> _Supplied data_:
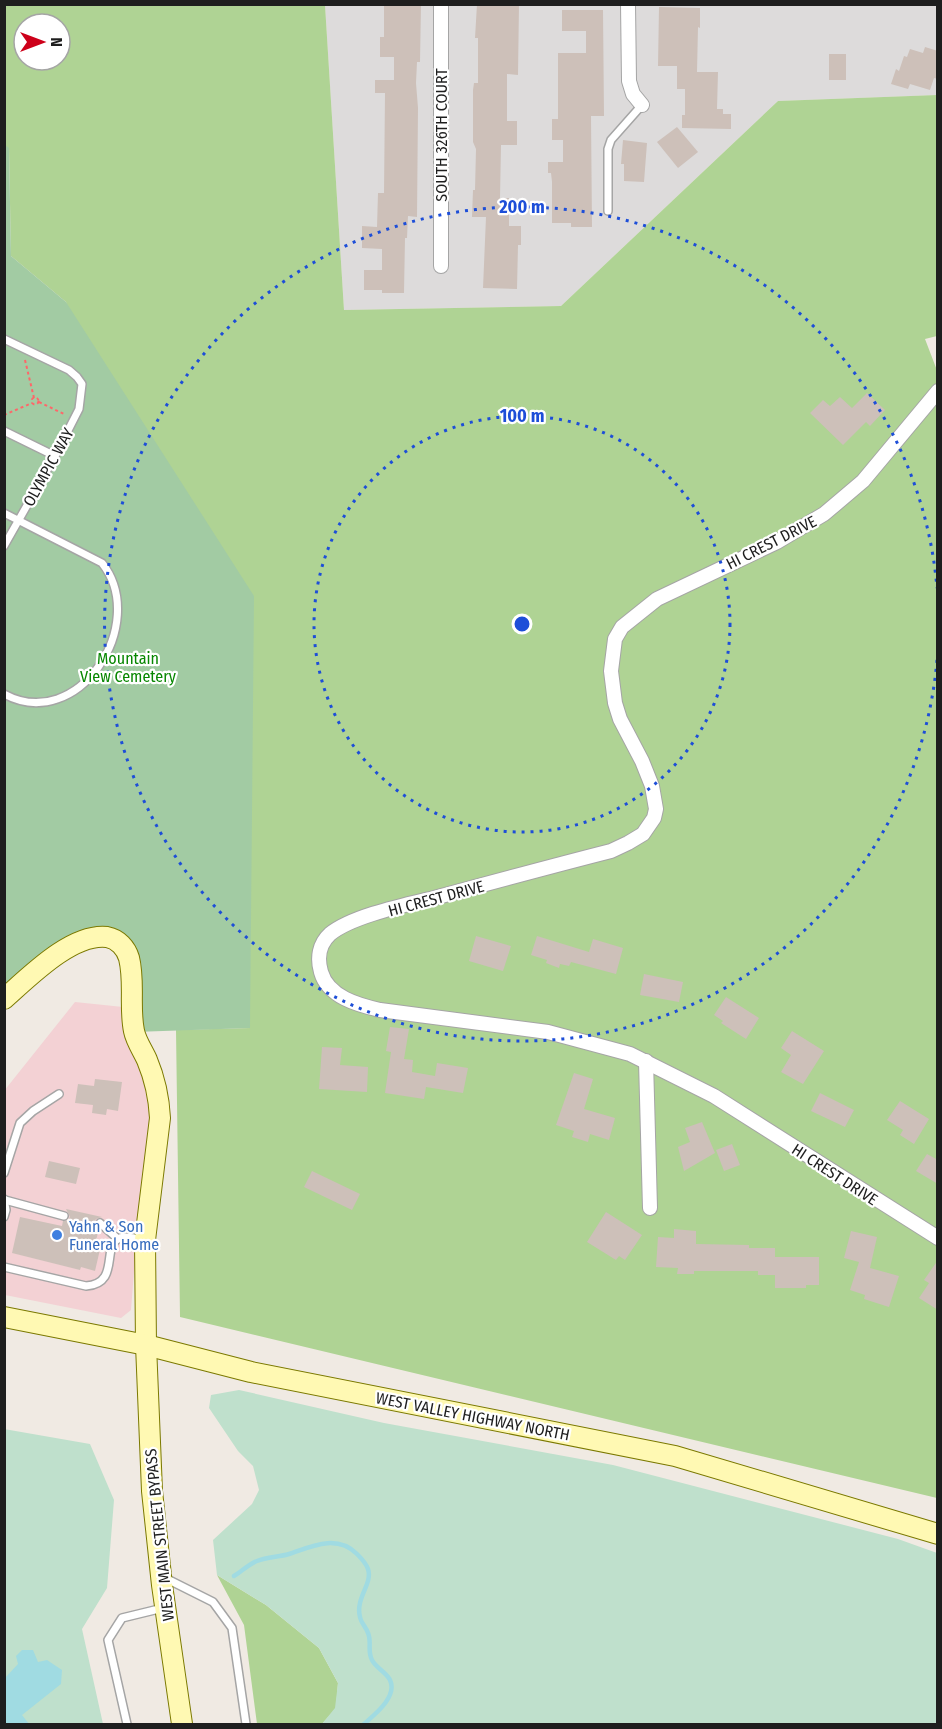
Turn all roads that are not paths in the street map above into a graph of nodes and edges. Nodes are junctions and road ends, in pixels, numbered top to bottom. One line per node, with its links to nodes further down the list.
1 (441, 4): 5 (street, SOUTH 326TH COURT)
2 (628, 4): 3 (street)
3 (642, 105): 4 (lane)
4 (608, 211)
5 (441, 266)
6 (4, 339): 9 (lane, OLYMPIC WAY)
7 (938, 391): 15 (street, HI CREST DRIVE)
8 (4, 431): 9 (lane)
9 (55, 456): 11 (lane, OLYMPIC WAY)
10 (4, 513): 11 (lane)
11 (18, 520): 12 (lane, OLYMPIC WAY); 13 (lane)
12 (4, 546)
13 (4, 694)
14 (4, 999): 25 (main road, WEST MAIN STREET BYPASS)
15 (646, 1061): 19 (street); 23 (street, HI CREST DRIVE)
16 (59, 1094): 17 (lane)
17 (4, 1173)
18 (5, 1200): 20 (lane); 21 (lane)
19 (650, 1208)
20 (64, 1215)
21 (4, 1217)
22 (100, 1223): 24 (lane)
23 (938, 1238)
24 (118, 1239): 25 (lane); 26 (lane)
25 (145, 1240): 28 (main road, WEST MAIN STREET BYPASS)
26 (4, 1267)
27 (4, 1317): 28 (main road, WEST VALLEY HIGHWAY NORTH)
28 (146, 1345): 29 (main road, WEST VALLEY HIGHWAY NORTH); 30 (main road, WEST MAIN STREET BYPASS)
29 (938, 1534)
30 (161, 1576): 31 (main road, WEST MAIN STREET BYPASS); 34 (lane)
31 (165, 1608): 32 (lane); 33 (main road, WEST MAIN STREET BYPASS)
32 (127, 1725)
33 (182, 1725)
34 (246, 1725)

==

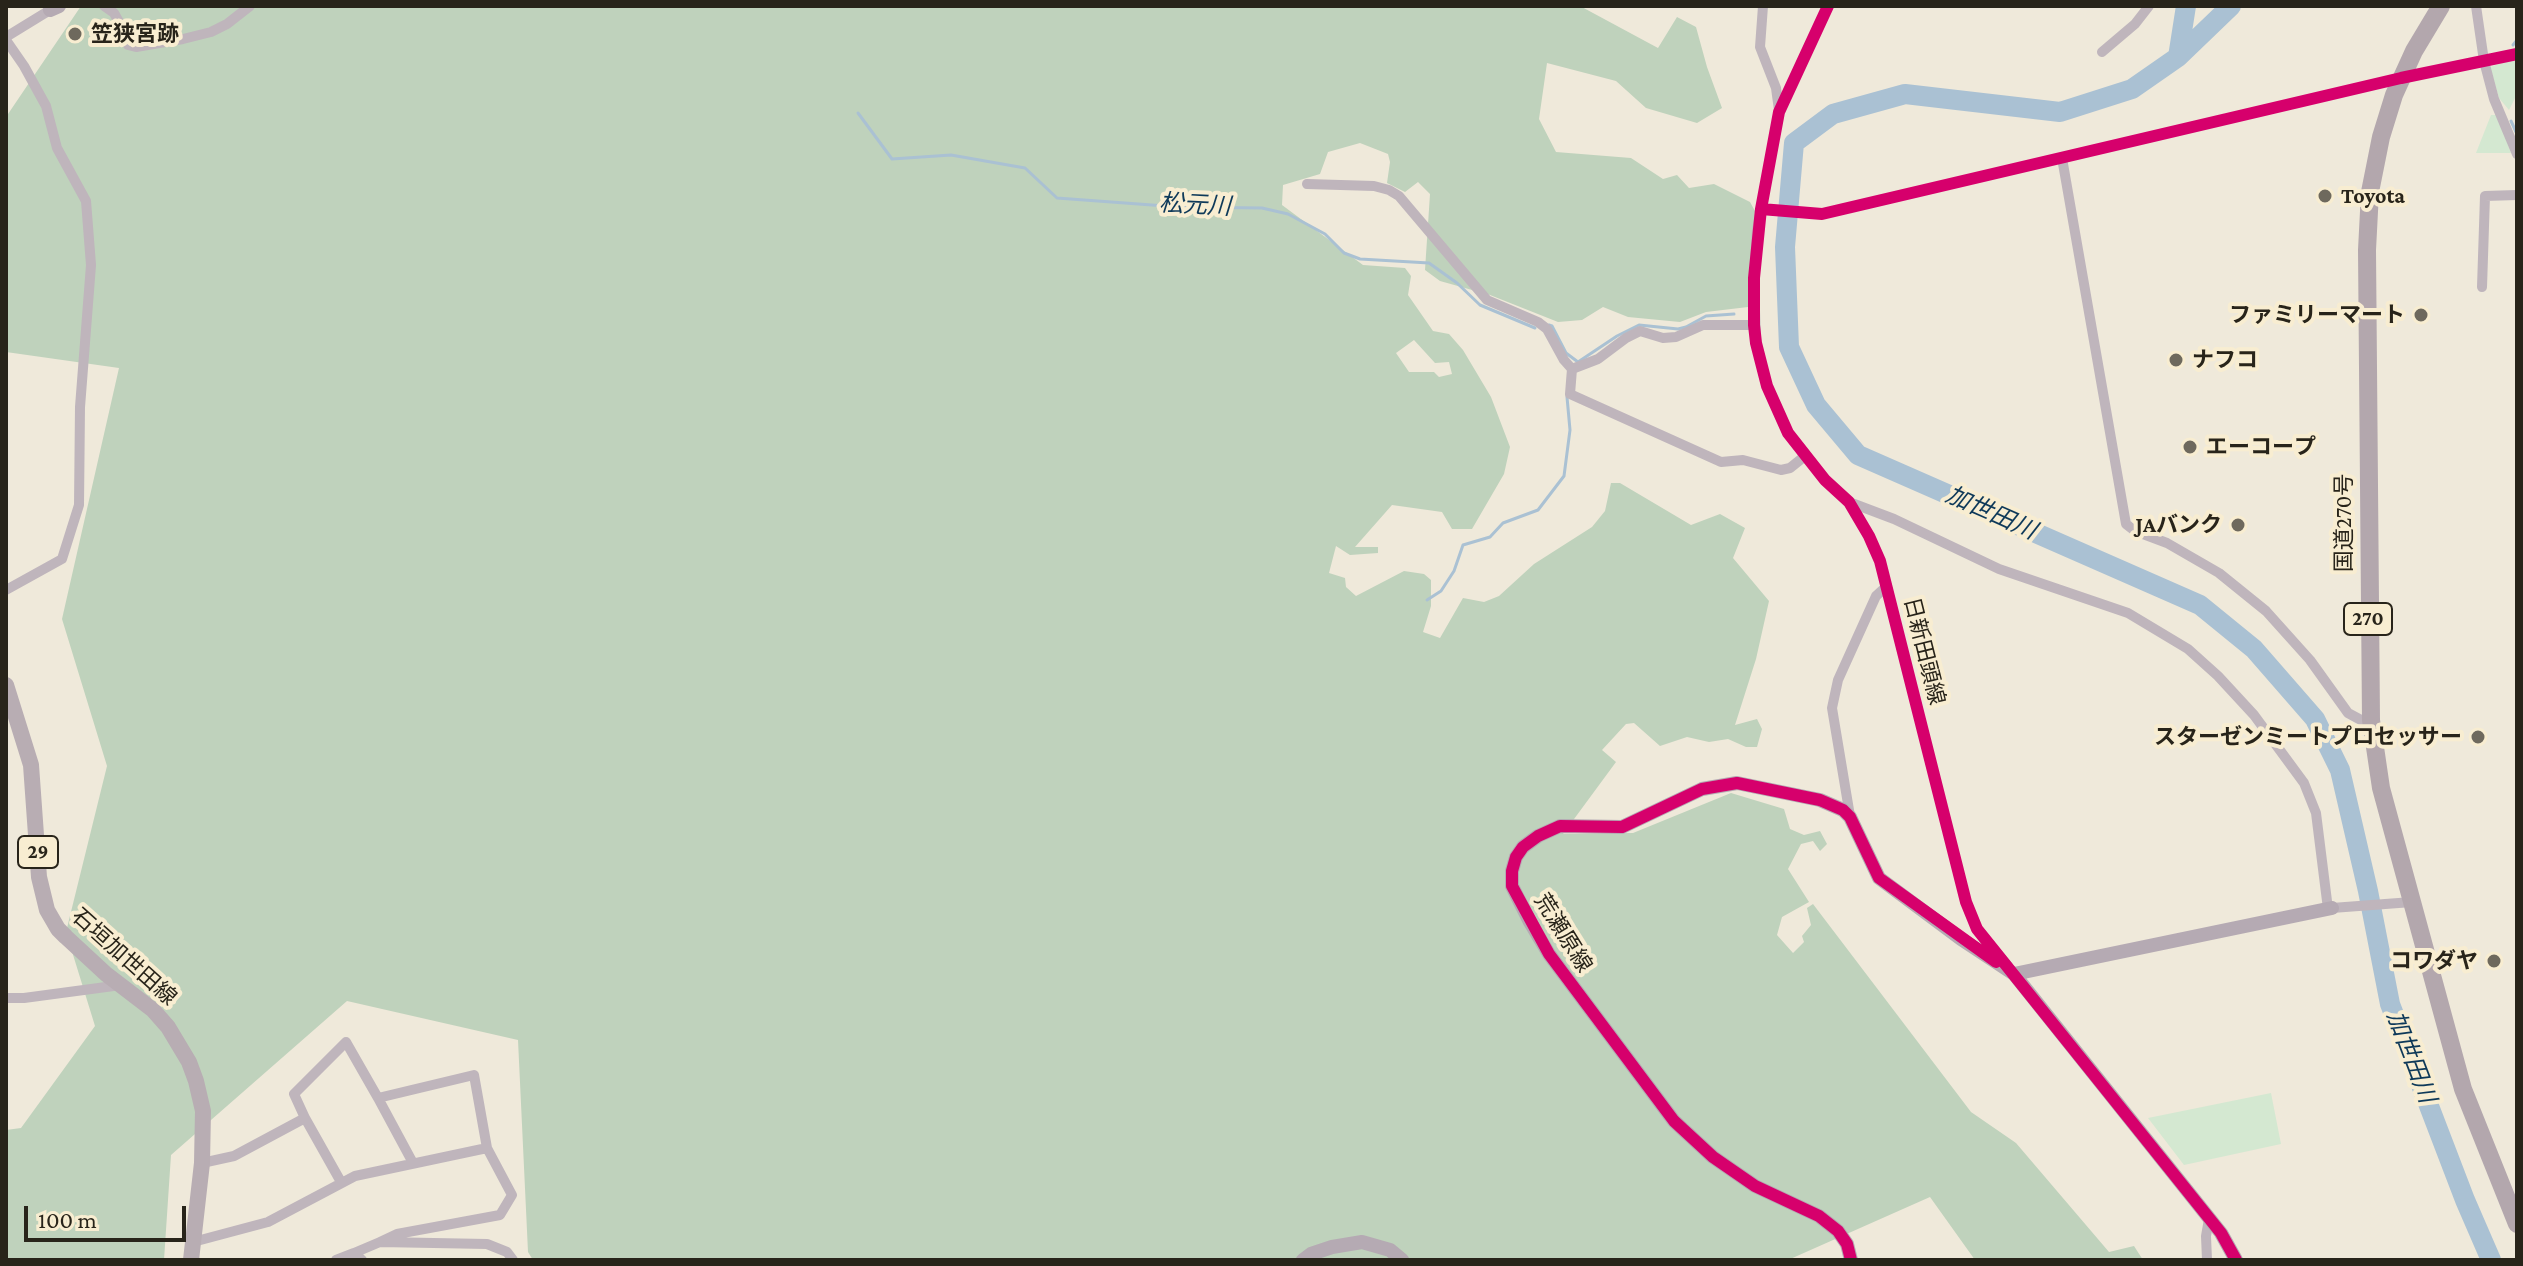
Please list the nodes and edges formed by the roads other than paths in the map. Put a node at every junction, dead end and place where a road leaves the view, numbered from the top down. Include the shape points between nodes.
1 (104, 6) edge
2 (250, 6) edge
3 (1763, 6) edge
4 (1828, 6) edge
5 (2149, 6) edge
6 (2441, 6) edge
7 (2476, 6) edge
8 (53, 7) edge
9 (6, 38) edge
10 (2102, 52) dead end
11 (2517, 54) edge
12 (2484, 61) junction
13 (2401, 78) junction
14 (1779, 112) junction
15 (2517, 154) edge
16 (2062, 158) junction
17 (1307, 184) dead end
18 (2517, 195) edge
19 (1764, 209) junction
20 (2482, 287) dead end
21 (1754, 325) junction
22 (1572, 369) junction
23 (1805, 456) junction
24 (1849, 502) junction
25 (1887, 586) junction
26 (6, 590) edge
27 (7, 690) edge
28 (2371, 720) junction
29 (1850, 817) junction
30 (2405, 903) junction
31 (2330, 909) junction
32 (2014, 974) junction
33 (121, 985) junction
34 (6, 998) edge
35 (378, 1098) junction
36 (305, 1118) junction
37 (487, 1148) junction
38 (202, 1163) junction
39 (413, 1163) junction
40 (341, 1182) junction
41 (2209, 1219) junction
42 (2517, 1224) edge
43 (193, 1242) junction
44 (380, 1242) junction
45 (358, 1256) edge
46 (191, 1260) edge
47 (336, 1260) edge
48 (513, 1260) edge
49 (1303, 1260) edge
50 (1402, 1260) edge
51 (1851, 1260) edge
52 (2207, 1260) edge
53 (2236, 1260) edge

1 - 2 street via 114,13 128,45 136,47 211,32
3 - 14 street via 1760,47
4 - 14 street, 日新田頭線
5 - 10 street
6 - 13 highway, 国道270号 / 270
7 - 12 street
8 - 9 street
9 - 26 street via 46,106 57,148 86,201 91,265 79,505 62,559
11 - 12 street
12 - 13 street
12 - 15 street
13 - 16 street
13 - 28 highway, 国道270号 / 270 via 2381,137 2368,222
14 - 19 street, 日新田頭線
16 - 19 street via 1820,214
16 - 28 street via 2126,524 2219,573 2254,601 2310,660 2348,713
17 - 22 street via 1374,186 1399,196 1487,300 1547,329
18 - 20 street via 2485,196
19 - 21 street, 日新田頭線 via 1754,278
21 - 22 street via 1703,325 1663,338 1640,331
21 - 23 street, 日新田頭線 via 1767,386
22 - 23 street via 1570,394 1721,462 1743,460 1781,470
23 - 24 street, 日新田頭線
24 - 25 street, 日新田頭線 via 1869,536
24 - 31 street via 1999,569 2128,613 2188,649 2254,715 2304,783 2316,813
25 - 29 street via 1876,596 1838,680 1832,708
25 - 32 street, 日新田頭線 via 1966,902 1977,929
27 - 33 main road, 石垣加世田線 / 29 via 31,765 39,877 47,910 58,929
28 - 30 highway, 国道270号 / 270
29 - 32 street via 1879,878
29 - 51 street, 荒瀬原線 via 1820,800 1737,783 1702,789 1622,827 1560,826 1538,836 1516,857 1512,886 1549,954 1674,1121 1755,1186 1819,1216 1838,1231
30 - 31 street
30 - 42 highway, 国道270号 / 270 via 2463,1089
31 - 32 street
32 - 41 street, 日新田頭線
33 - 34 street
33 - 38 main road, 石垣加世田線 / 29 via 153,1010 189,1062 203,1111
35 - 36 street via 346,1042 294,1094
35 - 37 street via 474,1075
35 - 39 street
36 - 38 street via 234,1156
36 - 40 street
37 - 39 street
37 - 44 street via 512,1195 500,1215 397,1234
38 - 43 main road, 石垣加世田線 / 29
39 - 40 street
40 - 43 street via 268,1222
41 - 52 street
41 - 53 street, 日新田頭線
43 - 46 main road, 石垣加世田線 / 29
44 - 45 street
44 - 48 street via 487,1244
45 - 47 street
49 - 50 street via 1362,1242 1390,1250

> _Task to carry out_: Whenever a line of the material holds the word "node", copy it out.

> _Expected answer_:
Turn all roads that are not paths in the street map above into a graph of nodes and edges. Nodes are junctions and road ends, in pixels, numbered top to bottom. One line per node, with its links to nodes further down the list.
Please list the nodes and edges formed by the roads other than paths in the map. Put a node at every junction, dead end and place where a road leaves the view, numbered from the top down. Include the shape points between nodes.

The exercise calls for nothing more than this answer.